I love quiz shows, I really do. I love getting the answers right. I love pretending I got the answers right. I love mocking the contestants when they do not get the answers right. Though apparently not as much as Jeremy Paxman and his quizzical brow do. They are a chance to prove one’s unequivocal knowledge of the culture capitals of Europe, or films starring Kevin Bacon; essentially they are a great way to feel like a bit of a clever clogs whilst a wordless word document stares at you from across the room. However, the time of lording my superior knowledge of all things uninteresting over my family and friends whilst they try to enjoy their evening viewing has finally come to an end. 

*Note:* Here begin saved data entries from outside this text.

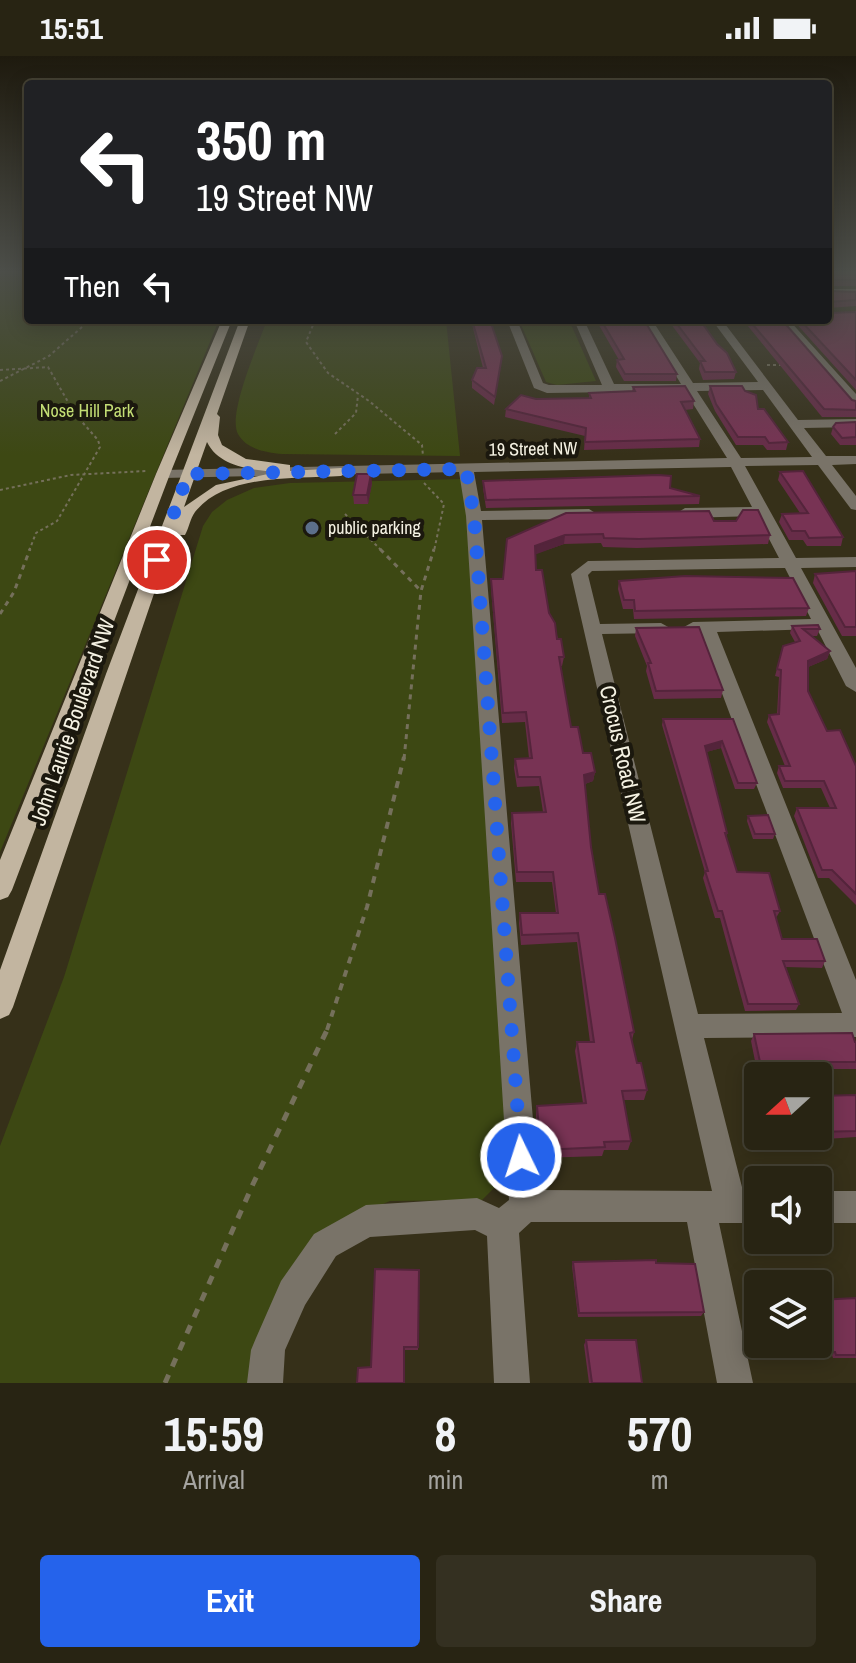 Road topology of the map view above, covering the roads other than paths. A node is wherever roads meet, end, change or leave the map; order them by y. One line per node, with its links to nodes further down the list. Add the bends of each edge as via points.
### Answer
1 (222, 332): 20 (main road, John Laurie Boulevard NW)
2 (241, 332): 11 (main road, John Laurie Boulevard NW)
3 (517, 332): 10 (street, via 538,385)
4 (584, 332): 10 (street)
5 (654, 332): 9 (street)
6 (726, 332): 8 (street)
7 (794, 332): 12 (street)
8 (767, 386): 9 (street); 14 (street)
9 (689, 387): 10 (street); 17 (street)
10 (610, 388)
11 (215, 400): 19 (main road, via 212,437 222,452 249,464); 21 (main road, John Laurie Boulevard NW)
12 (856, 402)
13 (856, 423): 14 (street)
14 (797, 424): 16 (street)
15 (856, 460): 16 (street, 19 Street NW)
16 (824, 461): 17 (street, 19 Street NW); 22 (street)
17 (736, 462): 18 (street, 19 Street NW); 23 (street)
18 (466, 469): 19 (street, 19 Street NW); 26 (street)
19 (341, 472): 21 (street, 19 Street NW); 32 (main road, via 243,482 188,511 141,626)
20 (163, 474): 21 (street, 19 Street NW); 34 (main road, John Laurie Boulevard NW)
21 (188, 474): 32 (main road, John Laurie Boulevard NW)
22 (856, 506)
23 (761, 511): 24 (street); 28 (street)
24 (665, 513)
25 (601, 514): 26 (street)
26 (474, 516): 42 (street)
27 (856, 562): 28 (street, Crocus Road NW)
28 (789, 563): 29 (street); 31 (street, Crocus Road NW, via 588,566 579,574)
29 (821, 624): 30 (street); 33 (street)
30 (706, 627): 31 (street); 36 (street)
31 (593, 629): 38 (street, Crocus Road NW)
32 (115, 674): 35 (main road, John Laurie Boulevard NW)
33 (856, 686)
34 (0, 890)
35 (0, 1007)
36 (856, 1014)
37 (856, 1025): 38 (street)
38 (687, 1026): 39 (street, Crocus Road NW)
39 (730, 1207): 42 (street); 45 (street, Crocus Road NW)
40 (832, 1207): 41 (street)
41 (856, 1207)
42 (514, 1216): 43 (street, via 366,1221 325,1245 293,1293 268,1350); 44 (street)
43 (265, 1383)
44 (512, 1383)
45 (735, 1383)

‘Only Connect’, the most viewed show on the somewhat haughty and grown up BBC 4, is like an intellectual punch in the face. Scheduled to begin just as University Challenge ends, it maintains the mood of civil Monday night viewing (or in my case, aggressive fact fighting), but forces you to climb several rungs up logic ladder. As opposed to reeling off random facts potentially overheard at a pub quiz, the teams have to actually think about things. The basic format requires the teams to make connections between seemingly random images, words, or pieces of music, meaning you have to be able to link stuff like “things made out of melted guns”, or “tube lines if they were translated as snooker ball colours.” It’s torturous. It’s also genius. 

Everything about this program is clever, sharp and a teensy bit elitist. From the titular E.M Forster reference, to the fact that teams choose their question by selecting a hieroglyph (seriously), no academic is left unruffled. Even the classically stringy introductory music gives everything a sense of serious if-I-get-one-right-I’ll-be-a-better-person-ness. Cleverest of all is the show’s presenter, Victoria Coren. I don’t want to be quizzed by her, I want to be her. The somewhat unnerving lack of a studio audience does not phase this lady, as she embarks on monologues and witticisms, gently mocks the teams (most of whom look like they followed University Challenge when Bamber Gascoigne still presented it), and makes us believe she really did already know the answers to all the questions. 

So, though quiz show fans may have a more relaxing time watching QI, or a more successful evening watching The Weakest Link, nothing says ‘wild Monday night’ like a quiz show that repeatedly assaults you with stuff you didn‘t know. All it needs now is a drinking game.